ROI is a way to measure an investment's performance. As you'd expect, it's also a great way to compare the profitability of different investments. Naturally, an investment with a higher ROI is better than an investment with a lower (or negative) ROI.
But how do you measure the performance of your investments? And how can you compare the performance of multiple investments? This is where the ROI calculation comes in handy. In this article, we'll discuss what return on investment is and how to calculate ROI percentage.
What is Return on Investment with Example
Return on investment (ROI) is a way to measure an investment's performance that can also be used to compare different investments. It measures the gains or losses compared to the initial investment; in other words, it's an approximation of an investment's profitability. Compared to the original investment, a positive ROI means profits, and a negative ROI means losses.
ROI calculation applies to not just trading or investment, but any kind of business or purchase. Calculating an estimated ROI based on all your projected expenses and returns may help you make a better business decision. If it seems like the business would turn a profit in the end (i.e., have a positive ROI), it may be worth getting it started.
Also, ROI can help evaluate the results of transactions that already happened. For example, let's say you buy an old exotic car for $200,000. You then use it for two years and spend $50,000 on it. Now suppose that the car's price goes up on the market and you can now sell it for $300,000. Not only did you enjoy this car for two years, but it also brought you a sizable return on your investment. How much would that be exactly? Let's find out.

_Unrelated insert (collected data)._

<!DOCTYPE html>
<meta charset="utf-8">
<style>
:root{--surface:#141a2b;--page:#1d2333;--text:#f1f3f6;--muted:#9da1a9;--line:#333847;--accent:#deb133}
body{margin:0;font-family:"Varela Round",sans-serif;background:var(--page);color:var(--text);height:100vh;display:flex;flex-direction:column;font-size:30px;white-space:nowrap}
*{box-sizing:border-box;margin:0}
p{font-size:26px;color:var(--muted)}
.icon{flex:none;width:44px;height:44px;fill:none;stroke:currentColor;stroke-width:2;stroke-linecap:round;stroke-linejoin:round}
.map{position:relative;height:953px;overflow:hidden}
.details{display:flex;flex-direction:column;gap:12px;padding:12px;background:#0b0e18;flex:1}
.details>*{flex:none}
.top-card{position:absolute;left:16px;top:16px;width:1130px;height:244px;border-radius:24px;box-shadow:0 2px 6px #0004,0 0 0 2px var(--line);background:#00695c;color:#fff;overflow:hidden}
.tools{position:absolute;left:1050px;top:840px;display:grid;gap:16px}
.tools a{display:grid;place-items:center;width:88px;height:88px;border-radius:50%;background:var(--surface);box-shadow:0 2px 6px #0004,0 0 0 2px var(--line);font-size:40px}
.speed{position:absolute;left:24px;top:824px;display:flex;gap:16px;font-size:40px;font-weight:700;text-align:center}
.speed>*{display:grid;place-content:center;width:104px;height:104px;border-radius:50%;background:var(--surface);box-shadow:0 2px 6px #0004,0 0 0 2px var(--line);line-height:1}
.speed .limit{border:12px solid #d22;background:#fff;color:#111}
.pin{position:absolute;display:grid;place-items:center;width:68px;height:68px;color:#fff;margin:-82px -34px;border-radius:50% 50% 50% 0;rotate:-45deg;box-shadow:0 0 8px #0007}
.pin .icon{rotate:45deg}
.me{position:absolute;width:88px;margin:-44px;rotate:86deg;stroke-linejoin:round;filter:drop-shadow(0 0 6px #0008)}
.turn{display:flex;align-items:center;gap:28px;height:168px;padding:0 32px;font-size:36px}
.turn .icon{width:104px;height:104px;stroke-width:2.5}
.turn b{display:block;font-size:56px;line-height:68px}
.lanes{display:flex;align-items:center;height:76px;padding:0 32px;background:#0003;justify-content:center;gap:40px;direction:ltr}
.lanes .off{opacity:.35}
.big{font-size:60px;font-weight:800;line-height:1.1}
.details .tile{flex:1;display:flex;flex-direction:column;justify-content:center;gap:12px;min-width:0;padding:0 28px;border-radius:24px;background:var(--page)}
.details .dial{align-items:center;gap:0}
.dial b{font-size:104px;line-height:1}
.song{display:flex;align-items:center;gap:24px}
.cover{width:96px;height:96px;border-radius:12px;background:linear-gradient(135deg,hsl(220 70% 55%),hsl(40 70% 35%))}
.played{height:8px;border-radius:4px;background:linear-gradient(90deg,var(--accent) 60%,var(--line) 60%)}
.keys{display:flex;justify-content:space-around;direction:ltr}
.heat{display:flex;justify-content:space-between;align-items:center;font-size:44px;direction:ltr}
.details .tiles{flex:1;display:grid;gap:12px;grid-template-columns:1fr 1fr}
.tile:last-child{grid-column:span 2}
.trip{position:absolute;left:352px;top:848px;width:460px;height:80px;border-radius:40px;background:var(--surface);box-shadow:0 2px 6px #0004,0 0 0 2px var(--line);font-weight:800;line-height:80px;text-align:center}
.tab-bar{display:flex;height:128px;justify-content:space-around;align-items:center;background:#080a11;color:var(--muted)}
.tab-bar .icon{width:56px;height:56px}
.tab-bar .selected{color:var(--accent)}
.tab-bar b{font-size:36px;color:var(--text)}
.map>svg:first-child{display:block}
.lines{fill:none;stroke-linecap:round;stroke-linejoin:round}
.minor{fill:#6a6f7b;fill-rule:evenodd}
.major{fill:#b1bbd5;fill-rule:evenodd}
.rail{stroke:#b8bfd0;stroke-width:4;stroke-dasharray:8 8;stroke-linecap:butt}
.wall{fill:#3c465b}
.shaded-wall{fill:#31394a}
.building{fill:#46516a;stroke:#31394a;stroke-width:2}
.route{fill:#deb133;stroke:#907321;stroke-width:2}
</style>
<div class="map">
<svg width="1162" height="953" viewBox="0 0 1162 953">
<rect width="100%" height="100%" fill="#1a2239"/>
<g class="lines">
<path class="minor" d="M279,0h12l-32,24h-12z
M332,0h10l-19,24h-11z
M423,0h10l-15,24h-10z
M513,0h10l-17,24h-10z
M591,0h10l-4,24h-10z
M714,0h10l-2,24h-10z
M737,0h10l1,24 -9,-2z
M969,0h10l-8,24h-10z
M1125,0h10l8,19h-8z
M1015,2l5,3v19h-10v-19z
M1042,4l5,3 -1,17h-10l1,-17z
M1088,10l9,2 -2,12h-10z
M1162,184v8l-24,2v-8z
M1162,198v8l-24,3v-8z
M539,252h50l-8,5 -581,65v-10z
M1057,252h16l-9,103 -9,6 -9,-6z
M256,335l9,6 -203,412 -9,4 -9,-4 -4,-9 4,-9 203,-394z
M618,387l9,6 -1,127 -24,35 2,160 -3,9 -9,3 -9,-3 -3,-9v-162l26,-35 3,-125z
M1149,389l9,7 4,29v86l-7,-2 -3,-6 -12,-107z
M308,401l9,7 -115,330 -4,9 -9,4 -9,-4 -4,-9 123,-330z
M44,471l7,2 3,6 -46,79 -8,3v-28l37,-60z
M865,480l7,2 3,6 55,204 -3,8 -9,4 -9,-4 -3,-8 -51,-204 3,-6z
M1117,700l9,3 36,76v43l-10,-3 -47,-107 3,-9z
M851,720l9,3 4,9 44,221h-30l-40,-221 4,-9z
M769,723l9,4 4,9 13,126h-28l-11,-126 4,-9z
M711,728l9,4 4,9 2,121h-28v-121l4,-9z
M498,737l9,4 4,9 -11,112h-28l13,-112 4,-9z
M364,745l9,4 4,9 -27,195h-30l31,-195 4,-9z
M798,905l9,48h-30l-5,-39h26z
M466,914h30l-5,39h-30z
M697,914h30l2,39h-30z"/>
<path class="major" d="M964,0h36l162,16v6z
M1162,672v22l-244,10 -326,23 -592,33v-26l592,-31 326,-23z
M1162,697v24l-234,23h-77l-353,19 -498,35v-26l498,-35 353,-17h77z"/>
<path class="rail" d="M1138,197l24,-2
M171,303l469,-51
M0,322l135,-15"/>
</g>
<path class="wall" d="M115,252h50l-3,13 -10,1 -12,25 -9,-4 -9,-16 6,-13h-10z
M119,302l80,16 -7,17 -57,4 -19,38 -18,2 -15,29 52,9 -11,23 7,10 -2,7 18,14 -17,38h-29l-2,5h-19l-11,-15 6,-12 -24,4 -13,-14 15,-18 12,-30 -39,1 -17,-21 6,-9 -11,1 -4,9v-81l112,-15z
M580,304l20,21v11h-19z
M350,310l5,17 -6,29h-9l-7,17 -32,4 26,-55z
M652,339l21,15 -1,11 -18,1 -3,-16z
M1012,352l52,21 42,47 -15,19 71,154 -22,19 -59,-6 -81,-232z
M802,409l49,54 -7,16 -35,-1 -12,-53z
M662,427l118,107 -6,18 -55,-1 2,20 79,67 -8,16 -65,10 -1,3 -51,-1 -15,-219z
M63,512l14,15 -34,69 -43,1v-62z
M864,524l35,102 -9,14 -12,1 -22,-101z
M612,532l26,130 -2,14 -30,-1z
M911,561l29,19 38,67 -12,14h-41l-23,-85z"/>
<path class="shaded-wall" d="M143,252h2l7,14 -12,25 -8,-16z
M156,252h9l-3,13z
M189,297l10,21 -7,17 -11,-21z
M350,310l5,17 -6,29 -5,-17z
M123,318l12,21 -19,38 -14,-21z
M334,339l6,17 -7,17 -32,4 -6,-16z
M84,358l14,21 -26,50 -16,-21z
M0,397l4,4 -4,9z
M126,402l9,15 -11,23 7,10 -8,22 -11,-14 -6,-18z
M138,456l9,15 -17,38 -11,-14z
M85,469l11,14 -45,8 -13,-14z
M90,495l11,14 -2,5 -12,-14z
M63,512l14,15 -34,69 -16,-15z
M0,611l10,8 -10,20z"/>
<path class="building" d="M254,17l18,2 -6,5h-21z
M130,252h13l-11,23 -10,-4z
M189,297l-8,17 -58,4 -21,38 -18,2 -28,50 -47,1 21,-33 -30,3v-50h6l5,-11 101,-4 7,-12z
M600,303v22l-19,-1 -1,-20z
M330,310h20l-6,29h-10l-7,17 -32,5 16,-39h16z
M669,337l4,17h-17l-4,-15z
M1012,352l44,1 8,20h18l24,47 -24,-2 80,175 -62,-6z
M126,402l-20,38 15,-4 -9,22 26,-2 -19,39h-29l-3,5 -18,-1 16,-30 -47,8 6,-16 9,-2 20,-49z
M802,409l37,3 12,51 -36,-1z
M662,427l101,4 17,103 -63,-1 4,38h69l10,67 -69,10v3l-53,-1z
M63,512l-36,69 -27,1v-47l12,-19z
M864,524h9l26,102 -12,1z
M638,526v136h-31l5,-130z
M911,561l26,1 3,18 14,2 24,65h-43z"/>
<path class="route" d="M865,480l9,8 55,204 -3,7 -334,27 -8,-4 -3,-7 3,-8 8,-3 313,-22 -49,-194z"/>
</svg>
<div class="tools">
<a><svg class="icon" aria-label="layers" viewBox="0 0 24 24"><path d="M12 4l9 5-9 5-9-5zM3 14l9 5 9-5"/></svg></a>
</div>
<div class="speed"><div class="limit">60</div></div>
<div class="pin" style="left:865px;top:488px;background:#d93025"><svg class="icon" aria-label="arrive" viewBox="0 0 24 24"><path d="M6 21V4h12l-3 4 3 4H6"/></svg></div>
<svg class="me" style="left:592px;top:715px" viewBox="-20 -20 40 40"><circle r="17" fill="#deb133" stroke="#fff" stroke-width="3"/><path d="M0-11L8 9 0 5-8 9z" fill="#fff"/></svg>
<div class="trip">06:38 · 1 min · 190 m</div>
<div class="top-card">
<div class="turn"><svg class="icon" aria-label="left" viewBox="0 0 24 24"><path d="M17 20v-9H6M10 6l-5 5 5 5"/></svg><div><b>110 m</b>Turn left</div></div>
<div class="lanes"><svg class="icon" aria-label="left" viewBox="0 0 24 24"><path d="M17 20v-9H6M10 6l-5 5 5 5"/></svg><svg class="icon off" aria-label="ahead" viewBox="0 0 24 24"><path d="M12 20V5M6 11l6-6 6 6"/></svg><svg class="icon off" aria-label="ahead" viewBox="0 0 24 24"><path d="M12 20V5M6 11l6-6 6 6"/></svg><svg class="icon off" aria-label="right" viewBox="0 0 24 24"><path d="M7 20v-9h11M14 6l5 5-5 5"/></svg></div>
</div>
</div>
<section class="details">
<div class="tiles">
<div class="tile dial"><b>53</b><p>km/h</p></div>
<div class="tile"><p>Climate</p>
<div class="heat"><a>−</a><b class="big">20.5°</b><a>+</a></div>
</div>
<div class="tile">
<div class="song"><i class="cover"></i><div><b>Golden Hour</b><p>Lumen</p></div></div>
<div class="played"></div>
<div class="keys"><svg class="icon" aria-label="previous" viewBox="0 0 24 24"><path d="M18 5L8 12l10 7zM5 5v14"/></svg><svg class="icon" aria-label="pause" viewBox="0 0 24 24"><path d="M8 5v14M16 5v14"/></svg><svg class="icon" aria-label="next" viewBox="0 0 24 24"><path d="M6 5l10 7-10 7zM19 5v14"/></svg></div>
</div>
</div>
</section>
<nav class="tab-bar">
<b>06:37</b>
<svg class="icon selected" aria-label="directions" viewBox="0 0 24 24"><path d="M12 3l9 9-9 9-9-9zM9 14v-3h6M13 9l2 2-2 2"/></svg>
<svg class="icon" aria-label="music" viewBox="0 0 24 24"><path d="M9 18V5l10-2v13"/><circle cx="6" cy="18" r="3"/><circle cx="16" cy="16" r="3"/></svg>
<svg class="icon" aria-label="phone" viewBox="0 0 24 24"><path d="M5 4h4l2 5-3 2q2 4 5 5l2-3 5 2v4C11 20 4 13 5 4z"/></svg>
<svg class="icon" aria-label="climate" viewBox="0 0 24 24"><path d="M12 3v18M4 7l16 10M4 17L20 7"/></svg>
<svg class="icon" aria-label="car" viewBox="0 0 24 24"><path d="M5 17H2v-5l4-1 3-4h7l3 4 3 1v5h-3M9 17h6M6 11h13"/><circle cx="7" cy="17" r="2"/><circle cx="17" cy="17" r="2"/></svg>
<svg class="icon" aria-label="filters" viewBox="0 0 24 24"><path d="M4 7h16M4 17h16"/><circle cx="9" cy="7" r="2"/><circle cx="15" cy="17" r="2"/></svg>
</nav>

How to Calculate ROI Percentage?
To calculate the ROI percentage, follow the given instructions:
1. Find out the initial and final value of the investment.
2. Subtract the initial value of the investment from the final value.
3. Divide the result from Step 2 by the initial value of the investment and multiply the result by 100.
4. Congrats! You have calculated the ROI percentage.
Limitations of Return on Investment
ROI is very easy to understand and brings a universal measure of profitability but surely there are some limitations. One of the biggest limitations of ROI is that it doesn't take into account the time period as time is a crucial factor for investments. There could be other considerations (like liquidity and security), but if an investment brings 0.5 ROI in a year, that's better than 0.5 ROI in five years. This is why you may see some talking about annualized ROI, which represents the investment returns (gains) you could expect over the course of a year.
Another factor to consider is risk. An investment might have a very high prospective ROI, but at what cost? If there's a high chance that it goes to zero, or that your funds become inaccessible, then the prospective ROI isn't all that important. The potential reward could also be high, but losing the entire original investment is certainly not what you want.
Additionally, purely looking at ROI won't give you insights into its safety, so you should consider other metrics as well. You could start by calculating the risk/reward ratio for each trade and investment. This way, you can get a better picture of the quality of each bet. In addition, some stock market analysts may also consider other factors when evaluating potential investments. These can include cash flows, interest rates, capital gains tax, return on equity (ROE), and more.
Closing Thoughts
We've looked at what return on investment is with example and how to calculate ROI percentage. The return on investment formula is a core part of tracking the performance of any portfolio, investment, or business.
And as we've discussed, ROI can be useful but isn't and shouldn’t be the ultimate metric. You also need to consider opportunity cost, risk/reward ratio, and other factors that may have an impact on your choice between different investment opportunities. As a starting point, however, ROI can be a good barometer to evaluate a potential investment.